Please return every line from the entries that has the string "Principal" in it.

> Dataset records
=== Begin Enclosure ===
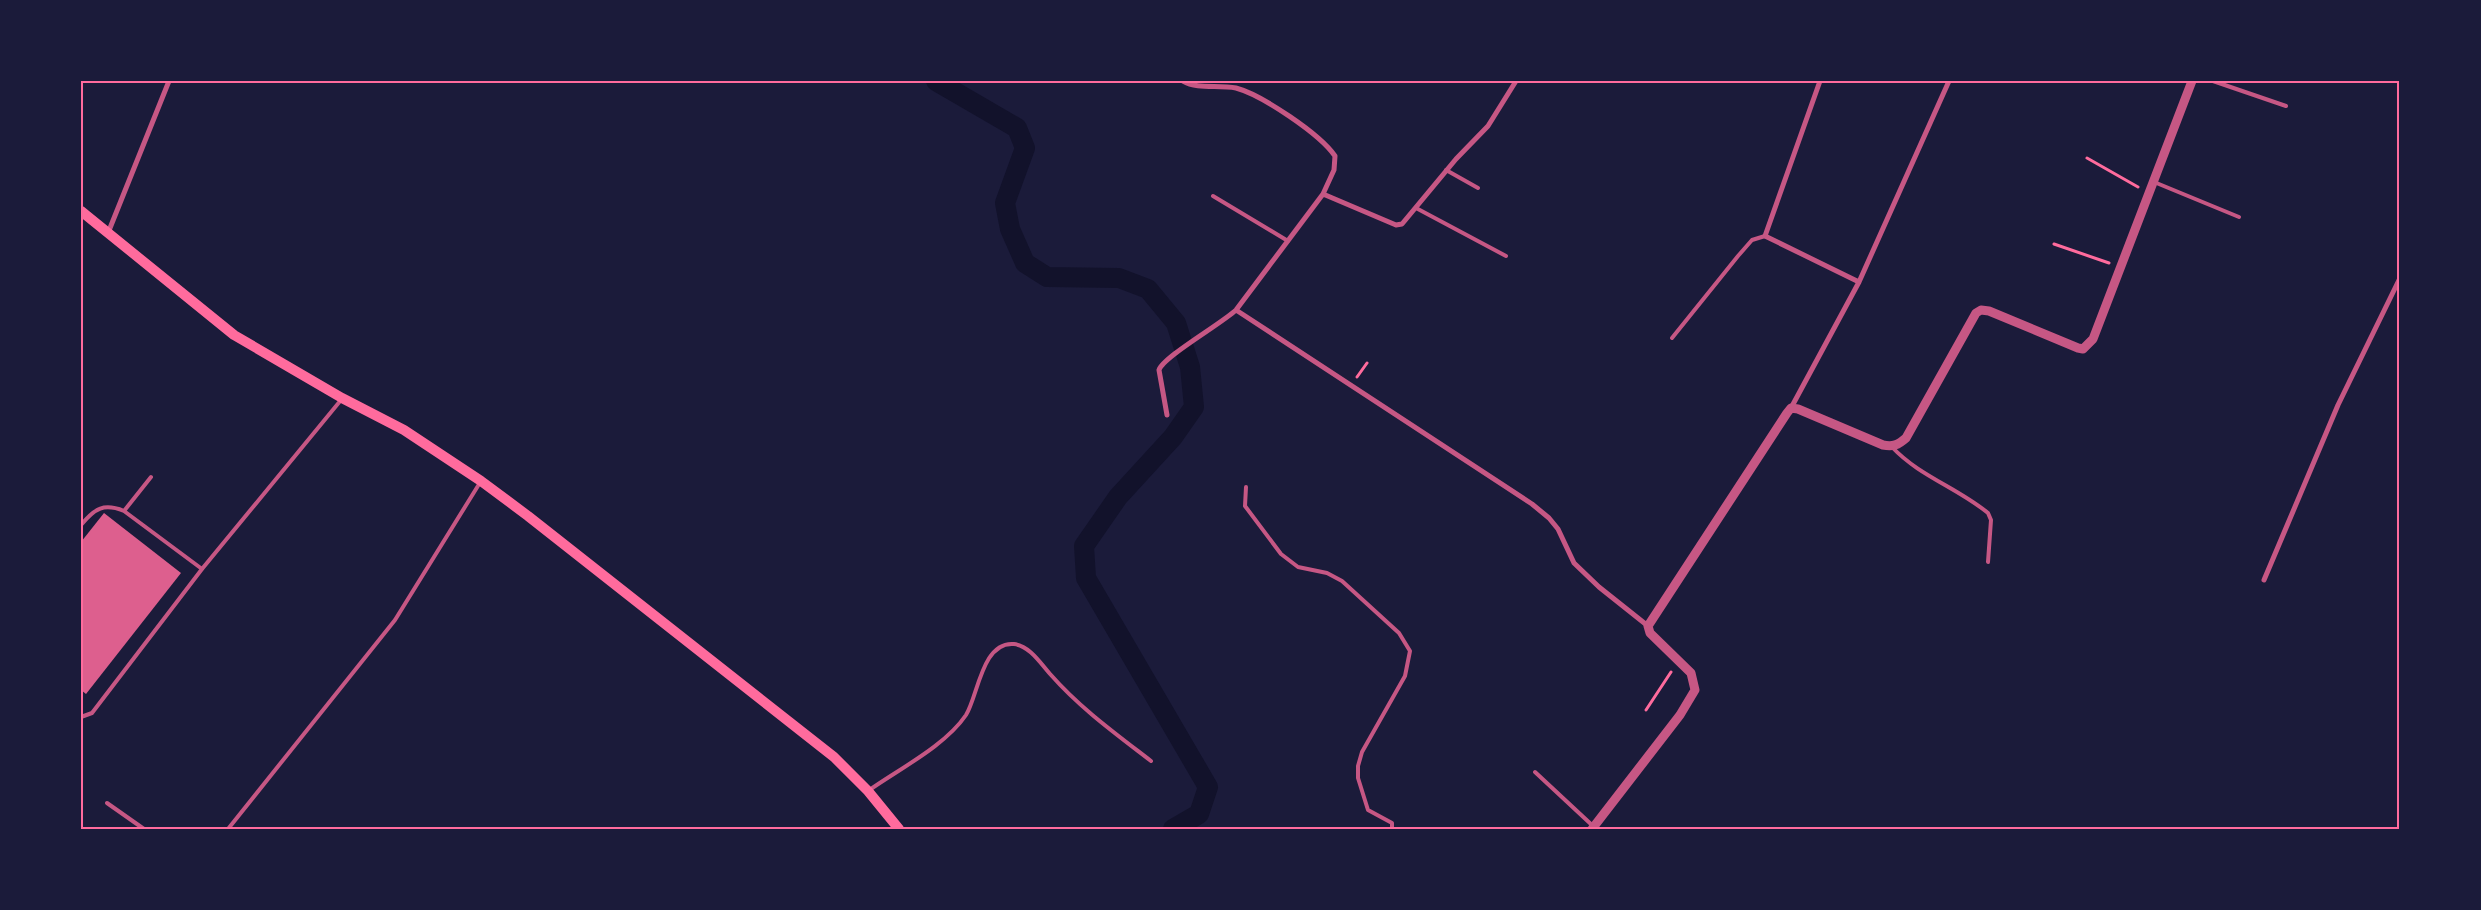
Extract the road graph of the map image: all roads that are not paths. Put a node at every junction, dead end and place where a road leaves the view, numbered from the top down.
1 (169, 81) edge
2 (1183, 81) edge
3 (1227, 81) edge
4 (1516, 81) edge
5 (1820, 81) edge
6 (1949, 81) edge
7 (2192, 81) edge
8 (2213, 81) edge
9 (2221, 82) edge
10 (1224, 87) junction
11 (2286, 106) dead end
12 (1446, 170) junction
13 (2154, 182) junction
14 (1478, 188) dead end
15 (1323, 194) junction
16 (1213, 196) dead end
17 (1416, 208) junction
18 (81, 211) edge
19 (2240, 217) dead end
20 (108, 233) junction
21 (1765, 236) junction
22 (1288, 241) junction
23 (1506, 256) dead end
24 (2400, 278) edge
25 (1859, 282) junction
26 (1236, 310) junction
27 (1672, 338) dead end
28 (342, 398) junction
29 (1791, 408) junction
30 (1167, 416) dead end
31 (1892, 447) junction
32 (151, 477) dead end
33 (481, 481) junction
34 (1246, 487) dead end
35 (124, 511) junction
36 (81, 525) edge
37 (1988, 562) dead end
38 (202, 569) junction
39 (2264, 580) dead end
40 (1648, 626) junction
41 (81, 717) edge
42 (1151, 762) dead end
43 (1534, 772) dead end
44 (868, 791) junction
45 (107, 803) dead end
46 (1592, 828) edge
47 (144, 829) edge
48 (228, 829) edge
49 (899, 829) edge
50 (1392, 829) edge

1 - 20 street
2 - 10 street
3 - 10 lane
4 - 12 street
5 - 21 street
6 - 25 street
7 - 13 street
8 - 9 lane
9 - 11 lane
10 - 15 street
12 - 14 lane
12 - 17 street
13 - 19 lane
13 - 31 street
15 - 17 street
15 - 22 street
16 - 22 lane
17 - 23 lane
18 - 20 main road
20 - 28 main road
21 - 25 street
21 - 27 lane
22 - 26 street
24 - 39 street
25 - 29 street
26 - 30 street
26 - 40 street
28 - 33 main road
28 - 38 lane
29 - 31 street
29 - 40 street
31 - 37 lane
32 - 35 lane
33 - 44 main road
33 - 48 lane
34 - 50 lane
35 - 36 lane
35 - 38 lane
38 - 41 lane
40 - 46 street
42 - 44 lane
43 - 46 lane
44 - 49 main road
45 - 47 lane

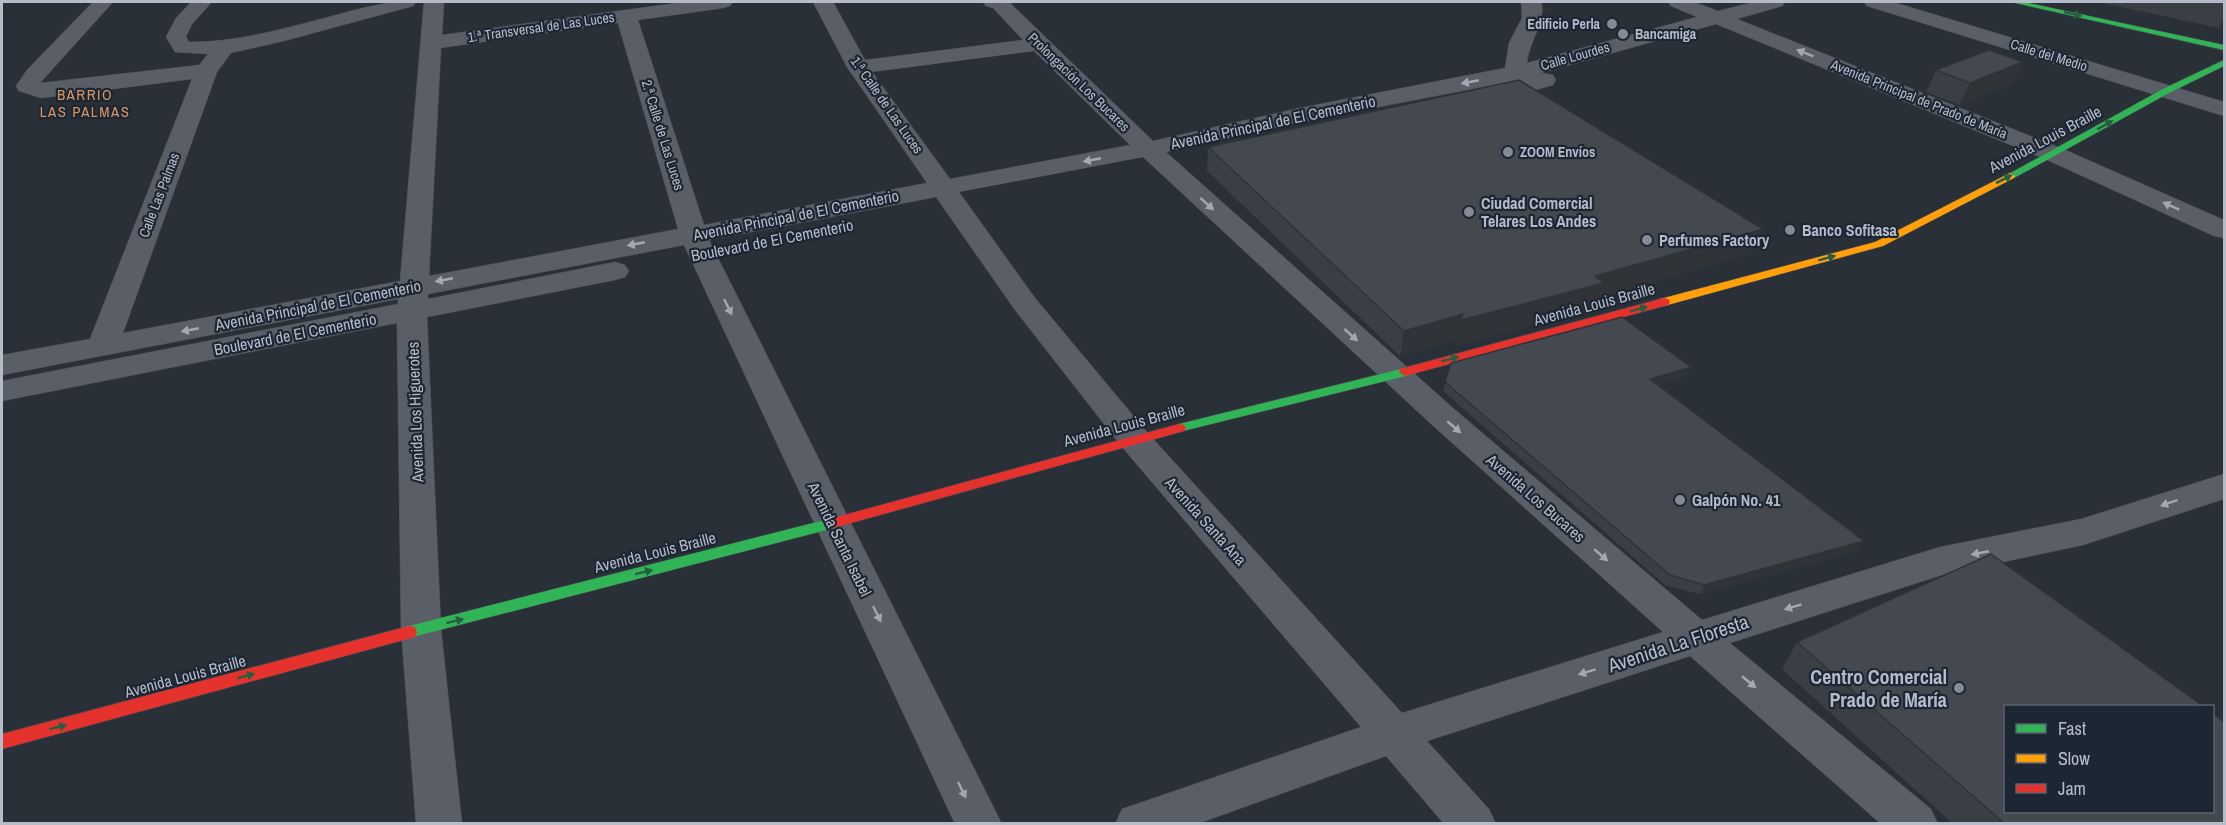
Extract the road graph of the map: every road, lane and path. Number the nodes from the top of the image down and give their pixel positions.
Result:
1 (103, 2) edge
2 (202, 2) edge
3 (406, 2) edge
4 (434, 2) edge
5 (723, 2) edge
6 (823, 2) edge
7 (993, 2) edge
8 (1531, 2) edge
9 (1678, 2) edge
10 (1775, 2) edge
11 (1874, 2) edge
12 (2015, 2) edge
13 (2069, 2) edge
14 (626, 15) junction
15 (1718, 18) junction
16 (2224, 36) edge
17 (430, 43) junction
18 (1038, 44) junction
19 (224, 48) junction
20 (2224, 48) edge
21 (2224, 63) edge
22 (858, 67) junction
23 (206, 71) junction
24 (1515, 73) junction
25 (2166, 91) junction
26 (2224, 109) edge
27 (2054, 154) junction
28 (1157, 157) junction
29 (950, 196) junction
30 (2224, 230) edge
31 (698, 244) junction
32 (412, 299) junction
33 (102, 347) junction
34 (3, 374) edge
35 (1394, 375) junction
36 (1134, 439) junction
37 (2224, 486) edge
38 (833, 523) junction
39 (421, 629) junction
40 (1696, 638) junction
41 (1395, 734) junction
42 (2, 742) edge
43 (439, 824) edge
44 (979, 824) edge
45 (1138, 824) edge
46 (1473, 824) edge
47 (1915, 824) edge

1 - 23 street
2 - 19 street
3 - 19 street
4 - 17 street, Avenida Los Higuerotes
5 - 14 street, 1.ª Transversal de Las Luces
6 - 22 street, 1.ª Calle de Las Luces
7 - 18 street, Prolongación Los Bucares
8 - 24 street
9 - 15 street, Avenida Principal de Prado de María
10 - 15 street, Calle Lourdes
11 - 25 street, Calle del Medio
12 -> 20 street
13 - 16 street
14 - 17 street, 1.ª Transversal de Las Luces
14 - 31 street, 2.ª Calle de Las Luces
15 - 24 street, Calle Lourdes
27 -> 15 street, Avenida Principal de Prado de María
17 - 32 street, Avenida Los Higuerotes
18 - 22 street
18 - 28 street, Prolongación Los Bucares
19 - 23 street, Calle Las Palmas
21 - 25 street, Avenida Louis Braille
22 - 29 street, 1.ª Calle de Las Luces
23 - 33 street, Calle Las Palmas
24 - 28 street, Boulevard de El Cementerio
25 - 26 street, Calle del Medio
27 -> 25 street, Avenida Louis Braille
30 -> 27 street, Avenida Principal de Prado de María
35 -> 27 street, Avenida Louis Braille
28 - 29 street, Boulevard de El Cementerio
28 -> 35 street, Avenida Los Bucares
29 - 31 street, Boulevard de El Cementerio
29 - 36 street, Avenida Santa Ana
31 - 32 street, Avenida Principal de El Cementerio
31 -> 38 street, Avenida Santa Isabel
32 -> 33 street, Avenida Principal de El Cementerio
32 - 34 street, Boulevard de El Cementerio
32 - 39 street, Avenida Los Higuerotes
33 - 34 street, Avenida Principal de El Cementerio
35 - 36 street, Avenida Louis Braille
35 -> 40 street, Avenida Los Bucares
36 - 38 street, Avenida Louis Braille
36 - 41 street, Avenida Santa Ana
37 -> 40 street, Avenida La Floresta
39 -> 38 street, Avenida Louis Braille
38 -> 44 street, Avenida Santa Isabel
42 -> 39 street, Avenida Louis Braille
39 - 43 street, Avenida Los Higuerotes
40 -> 41 street, Avenida La Floresta
40 -> 47 street, Avenida Los Bucares
41 - 45 street, Avenida La Floresta
41 - 46 street, Avenida Santa Ana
=== End Enclosure ===
> Result
9 - 15 street, Avenida Principal de Prado de María
27 -> 15 street, Avenida Principal de Prado de María
30 -> 27 street, Avenida Principal de Prado de María
31 - 32 street, Avenida Principal de El Cementerio
32 -> 33 street, Avenida Principal de El Cementerio
33 - 34 street, Avenida Principal de El Cementerio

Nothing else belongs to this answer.